◆ WHAT TO WORK ON: The whole listing is to be restated word for word with no images.
▬▬▬▬▬▬
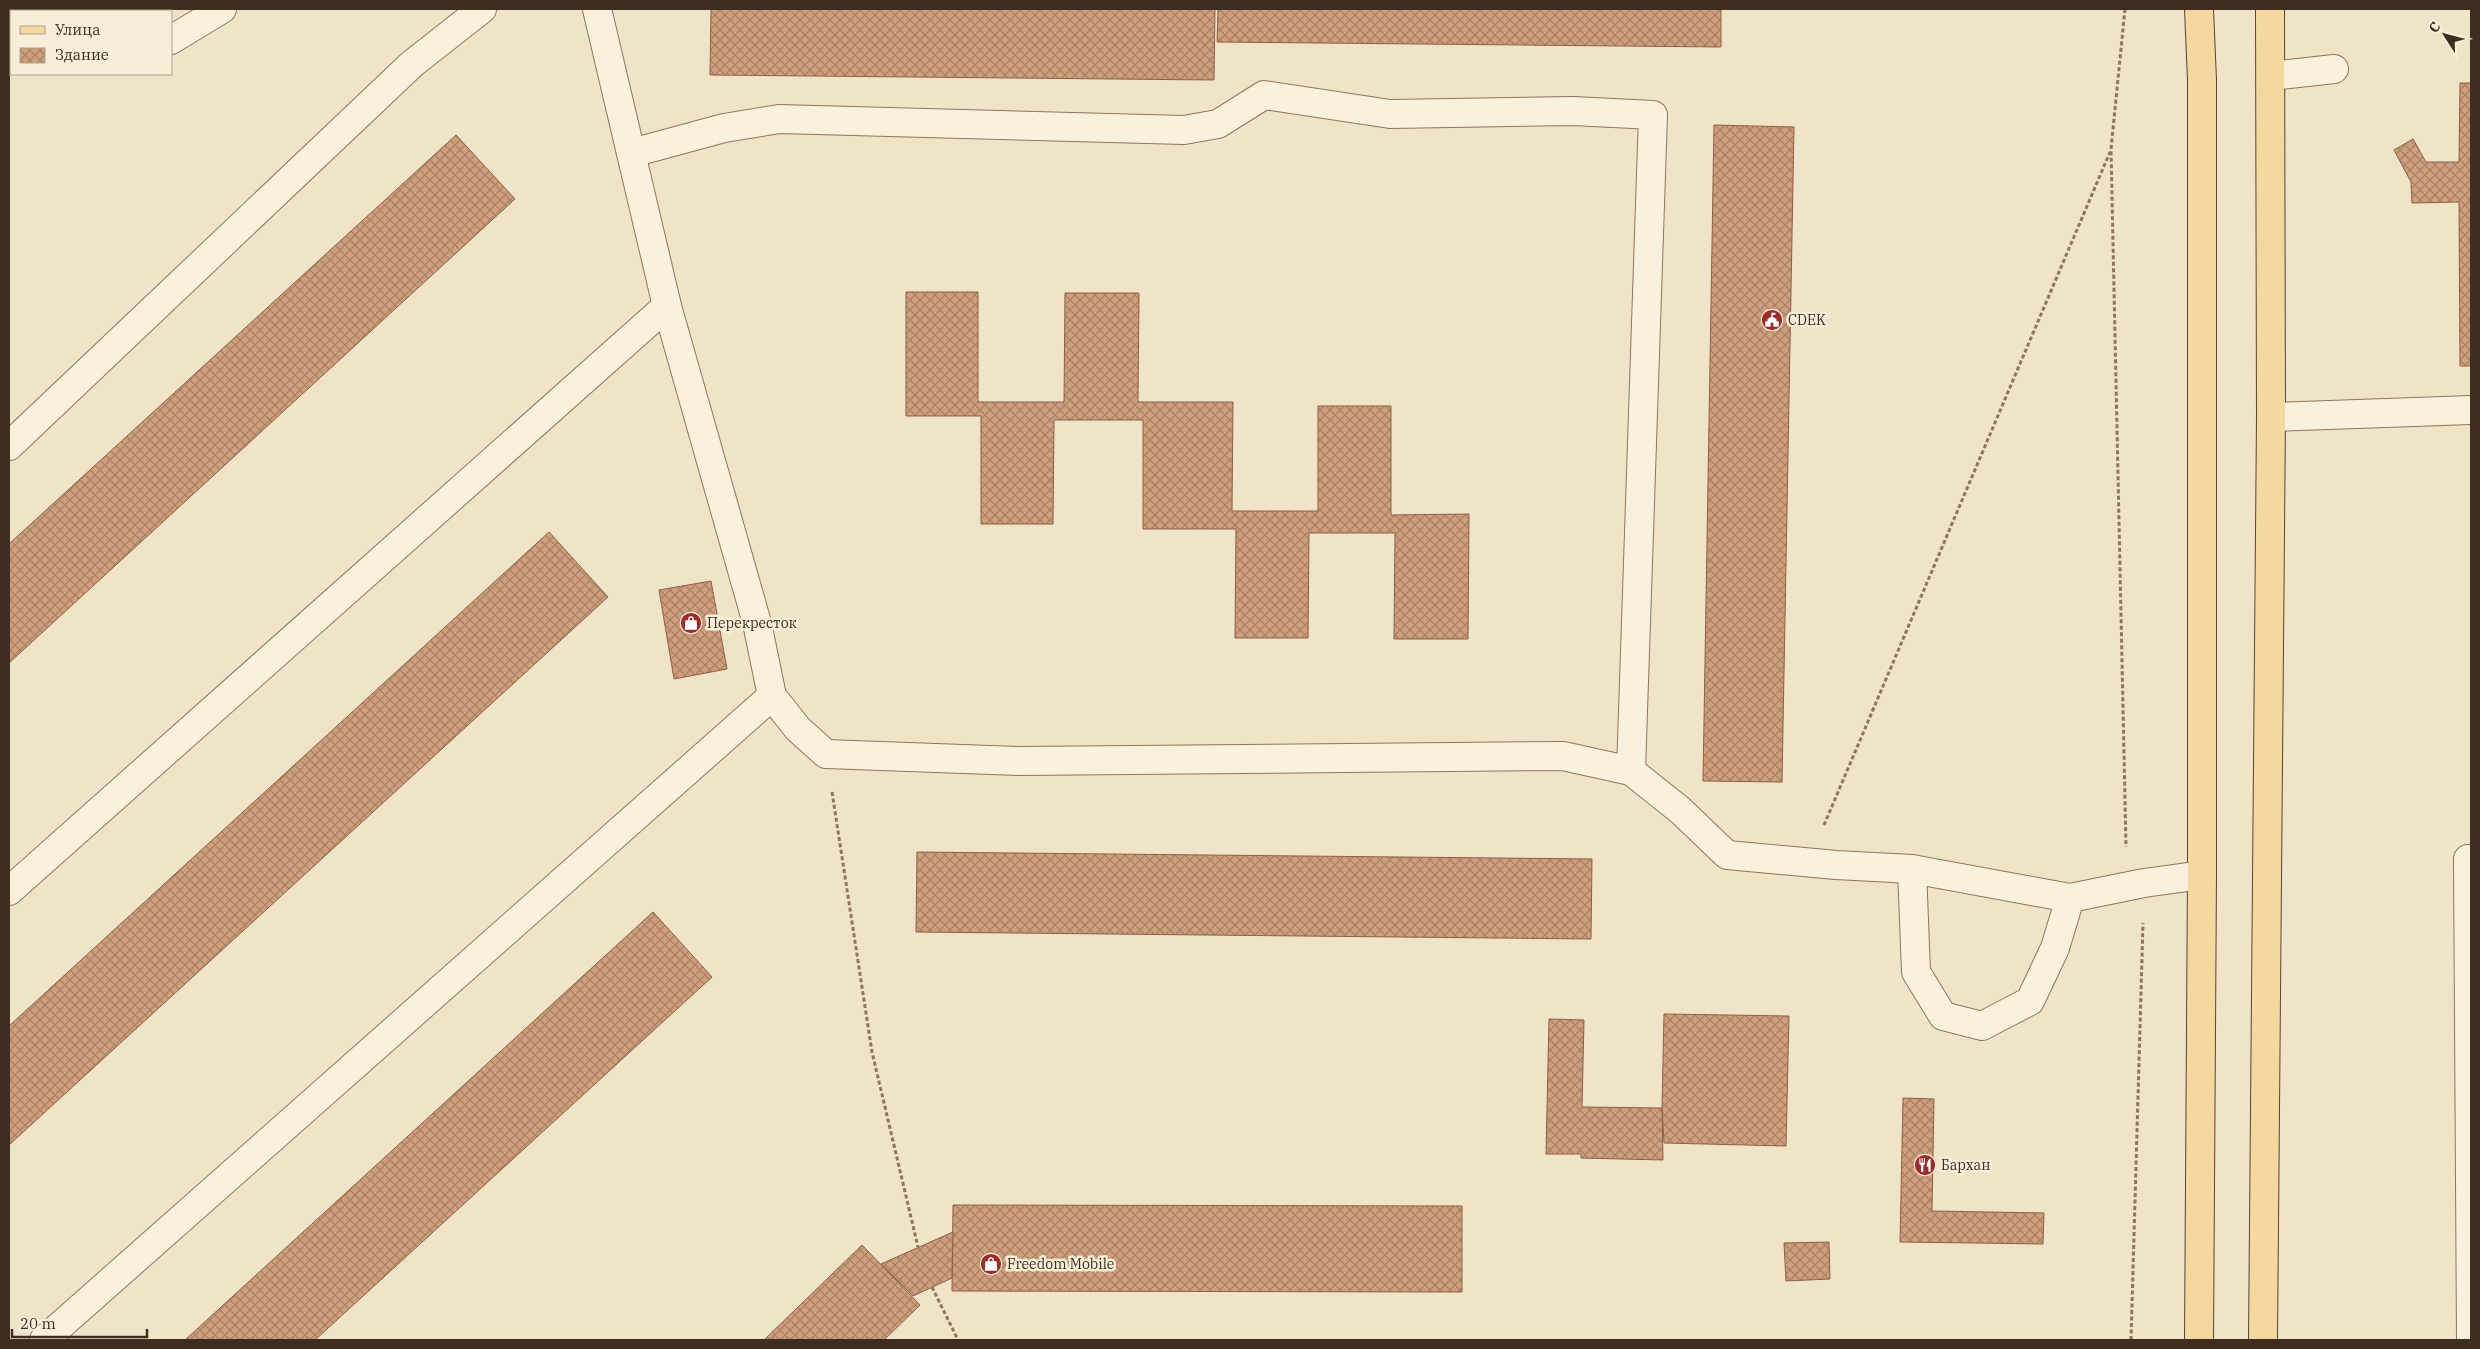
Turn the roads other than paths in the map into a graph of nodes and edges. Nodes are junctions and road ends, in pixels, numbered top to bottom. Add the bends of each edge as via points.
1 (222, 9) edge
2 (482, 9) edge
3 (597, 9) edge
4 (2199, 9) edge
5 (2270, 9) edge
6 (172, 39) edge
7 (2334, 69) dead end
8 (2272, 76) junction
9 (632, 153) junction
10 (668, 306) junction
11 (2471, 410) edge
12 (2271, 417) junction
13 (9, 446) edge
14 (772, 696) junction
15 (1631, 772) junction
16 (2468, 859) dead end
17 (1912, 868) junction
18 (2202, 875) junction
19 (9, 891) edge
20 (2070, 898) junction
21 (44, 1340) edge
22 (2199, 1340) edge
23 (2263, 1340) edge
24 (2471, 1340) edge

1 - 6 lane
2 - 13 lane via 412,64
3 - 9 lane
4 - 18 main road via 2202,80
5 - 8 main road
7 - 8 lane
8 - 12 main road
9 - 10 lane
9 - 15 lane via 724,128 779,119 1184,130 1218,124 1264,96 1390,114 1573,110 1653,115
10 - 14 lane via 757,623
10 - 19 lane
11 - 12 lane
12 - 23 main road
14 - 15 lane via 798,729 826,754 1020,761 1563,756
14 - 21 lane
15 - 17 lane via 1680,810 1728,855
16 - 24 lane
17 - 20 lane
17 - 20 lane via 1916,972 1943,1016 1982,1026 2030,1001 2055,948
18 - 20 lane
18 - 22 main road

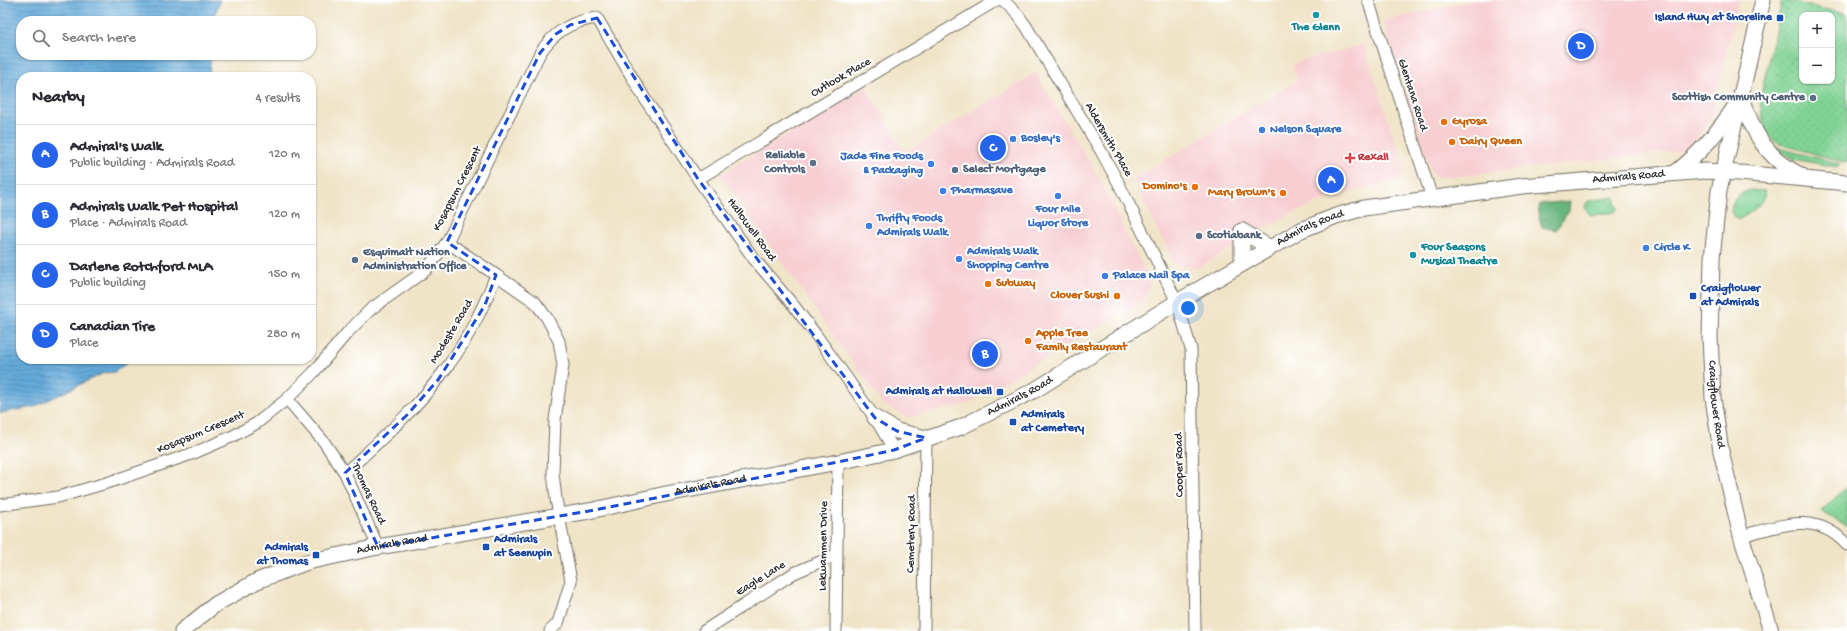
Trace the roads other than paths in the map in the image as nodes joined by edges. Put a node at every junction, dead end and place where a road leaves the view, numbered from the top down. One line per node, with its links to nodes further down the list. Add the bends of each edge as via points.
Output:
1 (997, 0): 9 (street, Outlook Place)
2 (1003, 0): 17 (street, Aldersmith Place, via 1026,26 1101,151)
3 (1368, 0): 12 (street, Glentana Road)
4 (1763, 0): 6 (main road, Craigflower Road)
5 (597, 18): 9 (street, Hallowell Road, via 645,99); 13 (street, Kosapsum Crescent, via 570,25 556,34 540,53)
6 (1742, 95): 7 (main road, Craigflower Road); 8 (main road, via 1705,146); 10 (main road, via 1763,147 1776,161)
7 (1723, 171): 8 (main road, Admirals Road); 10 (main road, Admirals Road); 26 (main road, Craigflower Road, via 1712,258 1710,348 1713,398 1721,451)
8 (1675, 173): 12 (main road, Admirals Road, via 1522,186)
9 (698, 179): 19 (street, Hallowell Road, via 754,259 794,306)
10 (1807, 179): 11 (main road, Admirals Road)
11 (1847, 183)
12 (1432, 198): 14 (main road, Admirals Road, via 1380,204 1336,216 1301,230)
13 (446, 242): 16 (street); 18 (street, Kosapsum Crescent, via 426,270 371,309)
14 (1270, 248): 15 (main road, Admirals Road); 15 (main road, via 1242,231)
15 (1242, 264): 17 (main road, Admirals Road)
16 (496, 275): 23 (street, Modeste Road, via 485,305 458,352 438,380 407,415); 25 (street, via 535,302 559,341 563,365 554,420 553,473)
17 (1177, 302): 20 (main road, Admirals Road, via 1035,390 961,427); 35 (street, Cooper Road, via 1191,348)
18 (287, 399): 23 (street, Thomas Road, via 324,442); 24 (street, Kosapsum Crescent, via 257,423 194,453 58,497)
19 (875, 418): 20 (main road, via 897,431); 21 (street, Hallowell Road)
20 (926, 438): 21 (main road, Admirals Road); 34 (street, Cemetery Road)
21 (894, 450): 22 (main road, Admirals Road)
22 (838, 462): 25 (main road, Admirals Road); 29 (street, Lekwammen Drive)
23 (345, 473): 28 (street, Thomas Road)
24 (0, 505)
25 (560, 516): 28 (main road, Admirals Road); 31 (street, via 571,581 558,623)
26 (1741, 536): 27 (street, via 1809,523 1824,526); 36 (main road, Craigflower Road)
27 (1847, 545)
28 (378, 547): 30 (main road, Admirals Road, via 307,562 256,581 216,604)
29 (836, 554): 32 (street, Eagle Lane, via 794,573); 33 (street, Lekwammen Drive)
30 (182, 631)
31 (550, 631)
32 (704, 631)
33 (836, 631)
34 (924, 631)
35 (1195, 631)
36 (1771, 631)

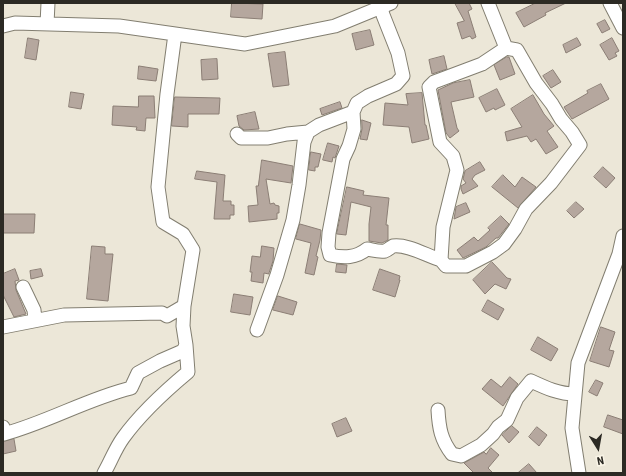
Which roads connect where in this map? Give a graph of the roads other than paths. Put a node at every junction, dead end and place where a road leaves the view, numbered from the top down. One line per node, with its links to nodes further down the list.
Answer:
▬▬▬▬▬▬
◆ THE ANSWER:
Turn the roads other than paths in the map into a graph of nodes and edges. Nodes are junctions and road ends, in pixels, numbered top to bottom. Add the bends of each edge as via points.
1 (222, 9) edge
2 (482, 9) edge
3 (597, 9) edge
4 (2199, 9) edge
5 (2270, 9) edge
6 (172, 39) edge
7 (2334, 69) dead end
8 (2272, 76) junction
9 (632, 153) junction
10 (668, 306) junction
11 (2471, 410) edge
12 (2271, 417) junction
13 (9, 446) edge
14 (772, 696) junction
15 (1631, 772) junction
16 (2468, 859) dead end
17 (1912, 868) junction
18 (2202, 875) junction
19 (9, 891) edge
20 (2070, 898) junction
21 (44, 1340) edge
22 (2199, 1340) edge
23 (2263, 1340) edge
24 (2471, 1340) edge

1 - 6 lane
2 - 13 lane via 412,64
3 - 9 lane
4 - 18 main road via 2202,80
5 - 8 main road
7 - 8 lane
8 - 12 main road
9 - 10 lane
9 - 15 lane via 724,128 779,119 1184,130 1218,124 1264,96 1390,114 1573,110 1653,115
10 - 14 lane via 757,623
10 - 19 lane
11 - 12 lane
12 - 23 main road
14 - 15 lane via 798,729 826,754 1020,761 1563,756
14 - 21 lane
15 - 17 lane via 1680,810 1728,855
16 - 24 lane
17 - 20 lane
17 - 20 lane via 1916,972 1943,1016 1982,1026 2030,1001 2055,948
18 - 20 lane
18 - 22 main road

Trace the roads other than paths in the map in the image as nodes joined by edges. Put a node at every junction, dead end and place where a road leaves the view, numbered from the top down. One line per node, with its links to nodes further down the list. Add the bends of each edge as via points.
Output:
1 (997, 0): 9 (street, Outlook Place)
2 (1003, 0): 17 (street, Aldersmith Place, via 1026,26 1101,151)
3 (1368, 0): 12 (street, Glentana Road)
4 (1763, 0): 6 (main road, Craigflower Road)
5 (597, 18): 9 (street, Hallowell Road, via 645,99); 13 (street, Kosapsum Crescent, via 570,25 556,34 540,53)
6 (1742, 95): 7 (main road, Craigflower Road); 8 (main road, via 1705,146); 10 (main road, via 1763,147 1776,161)
7 (1723, 171): 8 (main road, Admirals Road); 10 (main road, Admirals Road); 26 (main road, Craigflower Road, via 1712,258 1710,348 1713,398 1721,451)
8 (1675, 173): 12 (main road, Admirals Road, via 1522,186)
9 (698, 179): 19 (street, Hallowell Road, via 754,259 794,306)
10 (1807, 179): 11 (main road, Admirals Road)
11 (1847, 183)
12 (1432, 198): 14 (main road, Admirals Road, via 1380,204 1336,216 1301,230)
13 (446, 242): 16 (street); 18 (street, Kosapsum Crescent, via 426,270 371,309)
14 (1270, 248): 15 (main road, Admirals Road); 15 (main road, via 1242,231)
15 (1242, 264): 17 (main road, Admirals Road)
16 (496, 275): 23 (street, Modeste Road, via 485,305 458,352 438,380 407,415); 25 (street, via 535,302 559,341 563,365 554,420 553,473)
17 (1177, 302): 20 (main road, Admirals Road, via 1035,390 961,427); 35 (street, Cooper Road, via 1191,348)
18 (287, 399): 23 (street, Thomas Road, via 324,442); 24 (street, Kosapsum Crescent, via 257,423 194,453 58,497)
19 (875, 418): 20 (main road, via 897,431); 21 (street, Hallowell Road)
20 (926, 438): 21 (main road, Admirals Road); 34 (street, Cemetery Road)
21 (894, 450): 22 (main road, Admirals Road)
22 (838, 462): 25 (main road, Admirals Road); 29 (street, Lekwammen Drive)
23 (345, 473): 28 (street, Thomas Road)
24 (0, 505)
25 (560, 516): 28 (main road, Admirals Road); 31 (street, via 571,581 558,623)
26 (1741, 536): 27 (street, via 1809,523 1824,526); 36 (main road, Craigflower Road)
27 (1847, 545)
28 (378, 547): 30 (main road, Admirals Road, via 307,562 256,581 216,604)
29 (836, 554): 32 (street, Eagle Lane, via 794,573); 33 (street, Lekwammen Drive)
30 (182, 631)
31 (550, 631)
32 (704, 631)
33 (836, 631)
34 (924, 631)
35 (1195, 631)
36 (1771, 631)

Which roads connect where in this map? Give a graph of the roads other than paths. Put a node at every junction, dead end and place where a road leaves the view, numbered from the top down. One line per node, with its links to nodes further down the list.
Answer:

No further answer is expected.